▶ [What you need to do] The full listing must be reproduced exactly as given.
════════════════════
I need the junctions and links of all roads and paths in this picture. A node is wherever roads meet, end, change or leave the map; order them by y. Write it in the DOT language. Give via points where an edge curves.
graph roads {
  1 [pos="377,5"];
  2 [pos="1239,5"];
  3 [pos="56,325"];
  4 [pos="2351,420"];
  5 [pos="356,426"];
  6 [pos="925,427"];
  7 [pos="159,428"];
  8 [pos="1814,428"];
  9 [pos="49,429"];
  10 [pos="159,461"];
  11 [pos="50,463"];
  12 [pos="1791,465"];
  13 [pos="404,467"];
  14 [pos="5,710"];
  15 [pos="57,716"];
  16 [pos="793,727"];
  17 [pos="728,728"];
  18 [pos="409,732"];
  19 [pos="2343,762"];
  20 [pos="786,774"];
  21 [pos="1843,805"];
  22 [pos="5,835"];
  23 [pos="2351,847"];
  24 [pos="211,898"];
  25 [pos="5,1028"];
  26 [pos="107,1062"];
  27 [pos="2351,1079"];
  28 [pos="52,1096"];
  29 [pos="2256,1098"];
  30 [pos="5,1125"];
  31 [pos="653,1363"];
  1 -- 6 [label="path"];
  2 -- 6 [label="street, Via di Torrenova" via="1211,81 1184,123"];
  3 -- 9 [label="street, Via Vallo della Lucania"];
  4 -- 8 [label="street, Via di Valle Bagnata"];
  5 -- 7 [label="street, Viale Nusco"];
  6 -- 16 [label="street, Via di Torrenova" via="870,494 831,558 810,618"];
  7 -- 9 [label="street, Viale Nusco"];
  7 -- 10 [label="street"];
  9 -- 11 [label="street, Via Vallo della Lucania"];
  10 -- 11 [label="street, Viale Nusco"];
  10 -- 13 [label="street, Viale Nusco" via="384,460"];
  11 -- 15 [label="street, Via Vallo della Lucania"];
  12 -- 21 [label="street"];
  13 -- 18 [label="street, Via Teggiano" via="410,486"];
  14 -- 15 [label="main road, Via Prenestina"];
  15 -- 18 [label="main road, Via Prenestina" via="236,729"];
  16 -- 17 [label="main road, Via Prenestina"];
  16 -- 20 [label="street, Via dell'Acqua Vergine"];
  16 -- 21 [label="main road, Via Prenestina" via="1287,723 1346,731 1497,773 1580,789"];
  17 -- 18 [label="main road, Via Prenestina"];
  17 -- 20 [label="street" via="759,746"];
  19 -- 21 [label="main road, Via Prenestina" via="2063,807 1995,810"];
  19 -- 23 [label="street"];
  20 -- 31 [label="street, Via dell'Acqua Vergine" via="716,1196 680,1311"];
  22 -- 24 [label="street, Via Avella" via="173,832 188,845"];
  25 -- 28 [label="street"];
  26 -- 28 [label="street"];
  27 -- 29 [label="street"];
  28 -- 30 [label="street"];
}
════════════════════
▶ [Task output]
I need the junctions and links of all roads and paths in this picture. A node is wherever roads meet, end, change or leave the map; order them by y. Write it in the DOT language. Give via points where an edge curves.
graph roads {
  1 [pos="377,5"];
  2 [pos="1239,5"];
  3 [pos="56,325"];
  4 [pos="2351,420"];
  5 [pos="356,426"];
  6 [pos="925,427"];
  7 [pos="159,428"];
  8 [pos="1814,428"];
  9 [pos="49,429"];
  10 [pos="159,461"];
  11 [pos="50,463"];
  12 [pos="1791,465"];
  13 [pos="404,467"];
  14 [pos="5,710"];
  15 [pos="57,716"];
  16 [pos="793,727"];
  17 [pos="728,728"];
  18 [pos="409,732"];
  19 [pos="2343,762"];
  20 [pos="786,774"];
  21 [pos="1843,805"];
  22 [pos="5,835"];
  23 [pos="2351,847"];
  24 [pos="211,898"];
  25 [pos="5,1028"];
  26 [pos="107,1062"];
  27 [pos="2351,1079"];
  28 [pos="52,1096"];
  29 [pos="2256,1098"];
  30 [pos="5,1125"];
  31 [pos="653,1363"];
  1 -- 6 [label="path"];
  2 -- 6 [label="street, Via di Torrenova" via="1211,81 1184,123"];
  3 -- 9 [label="street, Via Vallo della Lucania"];
  4 -- 8 [label="street, Via di Valle Bagnata"];
  5 -- 7 [label="street, Viale Nusco"];
  6 -- 16 [label="street, Via di Torrenova" via="870,494 831,558 810,618"];
  7 -- 9 [label="street, Viale Nusco"];
  7 -- 10 [label="street"];
  9 -- 11 [label="street, Via Vallo della Lucania"];
  10 -- 11 [label="street, Viale Nusco"];
  10 -- 13 [label="street, Viale Nusco" via="384,460"];
  11 -- 15 [label="street, Via Vallo della Lucania"];
  12 -- 21 [label="street"];
  13 -- 18 [label="street, Via Teggiano" via="410,486"];
  14 -- 15 [label="main road, Via Prenestina"];
  15 -- 18 [label="main road, Via Prenestina" via="236,729"];
  16 -- 17 [label="main road, Via Prenestina"];
  16 -- 20 [label="street, Via dell'Acqua Vergine"];
  16 -- 21 [label="main road, Via Prenestina" via="1287,723 1346,731 1497,773 1580,789"];
  17 -- 18 [label="main road, Via Prenestina"];
  17 -- 20 [label="street" via="759,746"];
  19 -- 21 [label="main road, Via Prenestina" via="2063,807 1995,810"];
  19 -- 23 [label="street"];
  20 -- 31 [label="street, Via dell'Acqua Vergine" via="716,1196 680,1311"];
  22 -- 24 [label="street, Via Avella" via="173,832 188,845"];
  25 -- 28 [label="street"];
  26 -- 28 [label="street"];
  27 -- 29 [label="street"];
  28 -- 30 [label="street"];
}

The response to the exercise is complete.